If I'm not able to find an acceptable MF 135, can you recommend a comparable brand that equals the 135?
thx


----------



## Fedup (Feb 25, 2014)

You're asking for opinions? Here's one more. 

I've never owned a 135, but I've worked on more than either of us would care to count. They are indeed a sound, dependable little tractor. I have no production figures on transmission options, but I come across very few equipped with multipower. That option I see more on the 165, 175, and almost standard equipment on the 180. Would I be afraid of a 135 with it? Absolutely not. If you're seriously considering one with it, however, I would suggest you investigate a few things about it before signing the papers. Unlike some tractors of that age most any parts you might need for it are available, from one source or another. That's a definite plus.

Would I consider one without power steering? Probably not. I've driven both, and if I were to own one it would NOT be the one without. 
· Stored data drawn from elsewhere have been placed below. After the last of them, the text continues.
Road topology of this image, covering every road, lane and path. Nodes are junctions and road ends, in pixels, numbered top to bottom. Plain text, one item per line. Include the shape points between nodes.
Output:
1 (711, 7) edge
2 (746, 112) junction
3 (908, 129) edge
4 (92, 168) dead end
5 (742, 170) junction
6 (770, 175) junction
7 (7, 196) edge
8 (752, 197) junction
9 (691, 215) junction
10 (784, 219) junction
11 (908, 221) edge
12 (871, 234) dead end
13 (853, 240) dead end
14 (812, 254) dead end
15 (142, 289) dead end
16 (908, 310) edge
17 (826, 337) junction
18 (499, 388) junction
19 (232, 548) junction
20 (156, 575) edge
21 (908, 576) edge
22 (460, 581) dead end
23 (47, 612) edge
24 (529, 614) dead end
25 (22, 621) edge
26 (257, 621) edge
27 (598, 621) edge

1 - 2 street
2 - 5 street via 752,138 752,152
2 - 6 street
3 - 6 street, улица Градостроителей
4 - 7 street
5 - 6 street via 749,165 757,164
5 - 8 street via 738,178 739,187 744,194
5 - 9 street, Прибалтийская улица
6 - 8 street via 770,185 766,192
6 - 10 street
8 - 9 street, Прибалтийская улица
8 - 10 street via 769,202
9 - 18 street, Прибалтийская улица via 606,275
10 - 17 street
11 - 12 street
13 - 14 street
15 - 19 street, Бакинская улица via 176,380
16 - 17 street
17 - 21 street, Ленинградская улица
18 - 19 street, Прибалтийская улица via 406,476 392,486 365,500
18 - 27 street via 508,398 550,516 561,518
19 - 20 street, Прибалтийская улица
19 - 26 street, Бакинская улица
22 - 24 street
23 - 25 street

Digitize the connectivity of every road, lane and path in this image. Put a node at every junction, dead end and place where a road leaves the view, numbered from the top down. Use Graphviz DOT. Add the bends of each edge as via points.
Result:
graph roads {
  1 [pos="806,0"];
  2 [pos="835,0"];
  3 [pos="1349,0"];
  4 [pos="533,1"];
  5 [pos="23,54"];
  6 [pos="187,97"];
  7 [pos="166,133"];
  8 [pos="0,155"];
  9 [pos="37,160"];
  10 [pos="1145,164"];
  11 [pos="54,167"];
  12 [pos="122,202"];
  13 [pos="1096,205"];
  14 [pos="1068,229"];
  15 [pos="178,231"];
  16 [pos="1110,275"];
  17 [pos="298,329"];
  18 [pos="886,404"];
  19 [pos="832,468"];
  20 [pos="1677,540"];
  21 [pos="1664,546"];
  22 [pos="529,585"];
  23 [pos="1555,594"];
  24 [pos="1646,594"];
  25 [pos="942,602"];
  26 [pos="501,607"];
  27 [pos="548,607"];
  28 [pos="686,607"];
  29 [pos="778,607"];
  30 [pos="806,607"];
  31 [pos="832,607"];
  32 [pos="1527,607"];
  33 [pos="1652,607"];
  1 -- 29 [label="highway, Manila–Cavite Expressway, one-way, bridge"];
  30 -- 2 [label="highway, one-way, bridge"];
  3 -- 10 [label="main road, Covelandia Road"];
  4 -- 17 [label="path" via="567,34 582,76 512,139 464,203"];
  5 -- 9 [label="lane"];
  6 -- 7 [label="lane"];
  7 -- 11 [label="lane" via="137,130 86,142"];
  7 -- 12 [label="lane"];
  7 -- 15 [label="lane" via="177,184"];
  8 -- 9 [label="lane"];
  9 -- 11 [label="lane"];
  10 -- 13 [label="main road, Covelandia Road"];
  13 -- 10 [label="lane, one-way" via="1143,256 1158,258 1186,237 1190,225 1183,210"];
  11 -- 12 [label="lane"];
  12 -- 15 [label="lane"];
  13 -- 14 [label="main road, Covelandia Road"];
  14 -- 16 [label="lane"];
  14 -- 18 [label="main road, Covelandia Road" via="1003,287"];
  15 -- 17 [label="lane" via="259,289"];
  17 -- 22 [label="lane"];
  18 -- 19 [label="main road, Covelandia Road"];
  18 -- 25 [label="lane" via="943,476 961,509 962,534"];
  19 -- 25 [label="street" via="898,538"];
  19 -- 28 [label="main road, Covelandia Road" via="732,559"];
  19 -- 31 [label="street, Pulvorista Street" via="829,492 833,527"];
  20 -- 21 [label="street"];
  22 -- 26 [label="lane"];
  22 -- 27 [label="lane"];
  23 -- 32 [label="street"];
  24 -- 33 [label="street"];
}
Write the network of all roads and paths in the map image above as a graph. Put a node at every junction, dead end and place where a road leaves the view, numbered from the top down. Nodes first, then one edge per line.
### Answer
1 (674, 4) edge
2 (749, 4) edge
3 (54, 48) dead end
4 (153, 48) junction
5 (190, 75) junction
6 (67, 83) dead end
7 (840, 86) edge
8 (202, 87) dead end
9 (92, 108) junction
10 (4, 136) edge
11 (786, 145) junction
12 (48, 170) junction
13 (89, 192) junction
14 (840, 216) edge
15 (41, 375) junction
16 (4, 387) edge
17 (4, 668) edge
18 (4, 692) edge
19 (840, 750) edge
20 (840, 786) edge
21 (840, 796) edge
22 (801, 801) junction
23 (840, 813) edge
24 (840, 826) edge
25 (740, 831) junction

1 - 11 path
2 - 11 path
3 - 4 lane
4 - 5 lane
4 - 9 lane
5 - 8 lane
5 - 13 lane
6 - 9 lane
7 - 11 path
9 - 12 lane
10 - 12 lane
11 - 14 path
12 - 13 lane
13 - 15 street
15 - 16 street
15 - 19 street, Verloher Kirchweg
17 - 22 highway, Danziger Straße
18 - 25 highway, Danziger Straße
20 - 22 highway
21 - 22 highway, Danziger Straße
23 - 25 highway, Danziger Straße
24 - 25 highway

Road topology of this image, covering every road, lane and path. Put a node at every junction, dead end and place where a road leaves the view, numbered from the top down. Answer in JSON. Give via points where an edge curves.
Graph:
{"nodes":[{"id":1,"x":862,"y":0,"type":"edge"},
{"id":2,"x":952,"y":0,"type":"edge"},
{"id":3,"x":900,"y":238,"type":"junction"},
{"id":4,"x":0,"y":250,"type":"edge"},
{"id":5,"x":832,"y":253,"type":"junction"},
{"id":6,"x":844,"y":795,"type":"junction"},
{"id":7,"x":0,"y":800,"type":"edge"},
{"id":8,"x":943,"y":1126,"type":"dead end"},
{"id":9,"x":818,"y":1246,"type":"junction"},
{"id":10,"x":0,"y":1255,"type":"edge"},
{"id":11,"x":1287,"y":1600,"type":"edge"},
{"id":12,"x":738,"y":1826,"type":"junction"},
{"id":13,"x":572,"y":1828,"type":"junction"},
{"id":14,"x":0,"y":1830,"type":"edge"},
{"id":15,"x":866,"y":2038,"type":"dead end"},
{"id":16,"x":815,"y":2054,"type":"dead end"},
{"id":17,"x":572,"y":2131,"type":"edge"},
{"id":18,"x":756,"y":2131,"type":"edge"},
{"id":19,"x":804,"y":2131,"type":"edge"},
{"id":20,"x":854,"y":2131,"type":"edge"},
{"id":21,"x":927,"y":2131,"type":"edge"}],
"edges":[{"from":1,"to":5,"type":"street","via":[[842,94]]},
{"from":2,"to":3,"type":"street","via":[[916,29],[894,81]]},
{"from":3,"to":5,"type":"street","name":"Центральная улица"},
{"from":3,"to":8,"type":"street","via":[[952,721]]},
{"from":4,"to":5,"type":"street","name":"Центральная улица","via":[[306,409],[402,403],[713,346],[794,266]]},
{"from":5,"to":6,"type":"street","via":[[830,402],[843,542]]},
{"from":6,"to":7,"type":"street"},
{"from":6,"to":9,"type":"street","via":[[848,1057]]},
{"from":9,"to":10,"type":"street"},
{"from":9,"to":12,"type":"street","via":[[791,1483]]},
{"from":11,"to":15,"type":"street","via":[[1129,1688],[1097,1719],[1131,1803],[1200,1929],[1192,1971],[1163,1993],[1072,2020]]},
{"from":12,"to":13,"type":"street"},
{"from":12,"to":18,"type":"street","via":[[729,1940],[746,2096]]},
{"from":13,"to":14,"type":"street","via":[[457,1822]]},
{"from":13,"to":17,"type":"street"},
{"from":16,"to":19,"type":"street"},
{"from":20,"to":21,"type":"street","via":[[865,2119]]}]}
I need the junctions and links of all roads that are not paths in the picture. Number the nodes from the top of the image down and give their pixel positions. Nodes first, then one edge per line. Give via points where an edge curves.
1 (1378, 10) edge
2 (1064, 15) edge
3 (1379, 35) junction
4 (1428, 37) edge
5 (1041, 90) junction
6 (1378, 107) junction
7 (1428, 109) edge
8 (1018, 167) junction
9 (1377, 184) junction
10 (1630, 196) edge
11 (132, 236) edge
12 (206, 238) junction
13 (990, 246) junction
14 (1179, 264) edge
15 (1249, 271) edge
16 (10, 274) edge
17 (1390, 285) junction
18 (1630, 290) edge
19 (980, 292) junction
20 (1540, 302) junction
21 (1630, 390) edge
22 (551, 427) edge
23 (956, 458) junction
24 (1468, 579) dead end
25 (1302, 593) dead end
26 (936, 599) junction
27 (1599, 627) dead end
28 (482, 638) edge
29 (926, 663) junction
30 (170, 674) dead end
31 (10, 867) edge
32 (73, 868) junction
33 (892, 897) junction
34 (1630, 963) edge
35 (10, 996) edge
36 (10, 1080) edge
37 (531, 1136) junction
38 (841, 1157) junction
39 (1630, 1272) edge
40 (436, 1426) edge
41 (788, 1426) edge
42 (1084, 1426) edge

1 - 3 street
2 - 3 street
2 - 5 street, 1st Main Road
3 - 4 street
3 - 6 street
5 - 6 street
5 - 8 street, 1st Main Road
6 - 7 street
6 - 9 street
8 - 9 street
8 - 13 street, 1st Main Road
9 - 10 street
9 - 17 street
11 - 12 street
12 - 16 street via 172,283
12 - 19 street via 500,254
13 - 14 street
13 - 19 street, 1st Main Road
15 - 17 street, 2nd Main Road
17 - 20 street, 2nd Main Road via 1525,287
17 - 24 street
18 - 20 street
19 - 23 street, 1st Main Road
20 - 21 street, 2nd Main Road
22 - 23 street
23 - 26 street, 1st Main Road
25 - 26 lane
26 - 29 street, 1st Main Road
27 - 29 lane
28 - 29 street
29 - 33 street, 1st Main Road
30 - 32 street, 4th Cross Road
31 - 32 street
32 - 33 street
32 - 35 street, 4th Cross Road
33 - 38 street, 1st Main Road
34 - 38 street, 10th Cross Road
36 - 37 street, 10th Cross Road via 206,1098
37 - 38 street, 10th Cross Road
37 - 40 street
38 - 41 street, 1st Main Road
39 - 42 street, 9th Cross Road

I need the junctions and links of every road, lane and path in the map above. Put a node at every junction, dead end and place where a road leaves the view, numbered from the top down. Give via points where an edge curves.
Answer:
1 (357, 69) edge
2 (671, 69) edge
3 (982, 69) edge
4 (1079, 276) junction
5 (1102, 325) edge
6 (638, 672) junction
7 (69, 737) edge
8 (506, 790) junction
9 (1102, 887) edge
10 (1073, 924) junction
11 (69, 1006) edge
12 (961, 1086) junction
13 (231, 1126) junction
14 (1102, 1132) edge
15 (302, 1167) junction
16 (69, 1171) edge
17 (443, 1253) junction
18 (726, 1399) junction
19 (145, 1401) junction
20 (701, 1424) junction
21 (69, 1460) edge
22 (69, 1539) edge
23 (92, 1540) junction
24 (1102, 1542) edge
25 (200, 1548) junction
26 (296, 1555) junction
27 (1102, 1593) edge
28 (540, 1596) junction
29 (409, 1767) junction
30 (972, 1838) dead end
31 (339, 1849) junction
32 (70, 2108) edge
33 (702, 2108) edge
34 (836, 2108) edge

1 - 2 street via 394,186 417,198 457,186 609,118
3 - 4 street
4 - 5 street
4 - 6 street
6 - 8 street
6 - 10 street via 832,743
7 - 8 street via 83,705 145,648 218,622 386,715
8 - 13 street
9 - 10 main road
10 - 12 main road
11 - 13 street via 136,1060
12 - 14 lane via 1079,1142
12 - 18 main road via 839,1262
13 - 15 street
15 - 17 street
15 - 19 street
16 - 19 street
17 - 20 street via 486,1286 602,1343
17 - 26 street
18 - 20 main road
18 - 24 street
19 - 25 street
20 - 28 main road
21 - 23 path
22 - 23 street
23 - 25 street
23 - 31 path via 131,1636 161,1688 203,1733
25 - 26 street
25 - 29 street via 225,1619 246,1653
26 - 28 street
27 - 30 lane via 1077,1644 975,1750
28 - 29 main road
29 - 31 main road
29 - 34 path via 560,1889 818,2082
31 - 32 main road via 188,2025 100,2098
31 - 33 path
Gas or diesel? Judgement call. My choice - diesel! The gas engines used in the 135 were both good motors, no question, I've just never been enamored with gas tractors to begin with. Add to that the low octane/quality gas available to us now, plus the replacement parts necessary to keep them going are all junk. That makes keeping them, running (right) a challenge at best. In today's world I try to stay as far away from gas tractors as I can, mainly for that reason. Yes, there are many out there that start and run every day, people are perfectly happy with them. Again, a judgement call.


----------



## BinVa (Sep 21, 2020)

I try to stay away from recommendations on tractors. I know what 'I" need, but couldn't buy one for you, not knowing your situation. I buy mostly JD because I know the dealer and the product line and what to expect from both. A used 'anything' is like musical chairs..someone gets caught w/o a seat. I say the newer, less owners tractors are the better deals..even if you do your own repairs. If you only have 1 tractor...make it a dependable one. As for size I think you're on track with 30-50hp which will handle a 6-8' mower and driveway chores. B.


----------



## spurgon (May 1, 2020)

Gentlemen
Very helpful advice. Just the kind of things that I need to know. I think I'll wait till i find a diesel without Multi Power. I felt like i would need power steering being over 70 yo. It's a big factor for me to find replacement parts. I'm not able to do mechanic work and would need to pay for that. My tractor experience comes as a boy from limited time on my extended family's small farms , with JD tractors . However, people tell me that they are most expensive to repair.


----------



## Fedup (Feb 25, 2014)

EVERYTHING is expensive to repair. Color is only one small factor.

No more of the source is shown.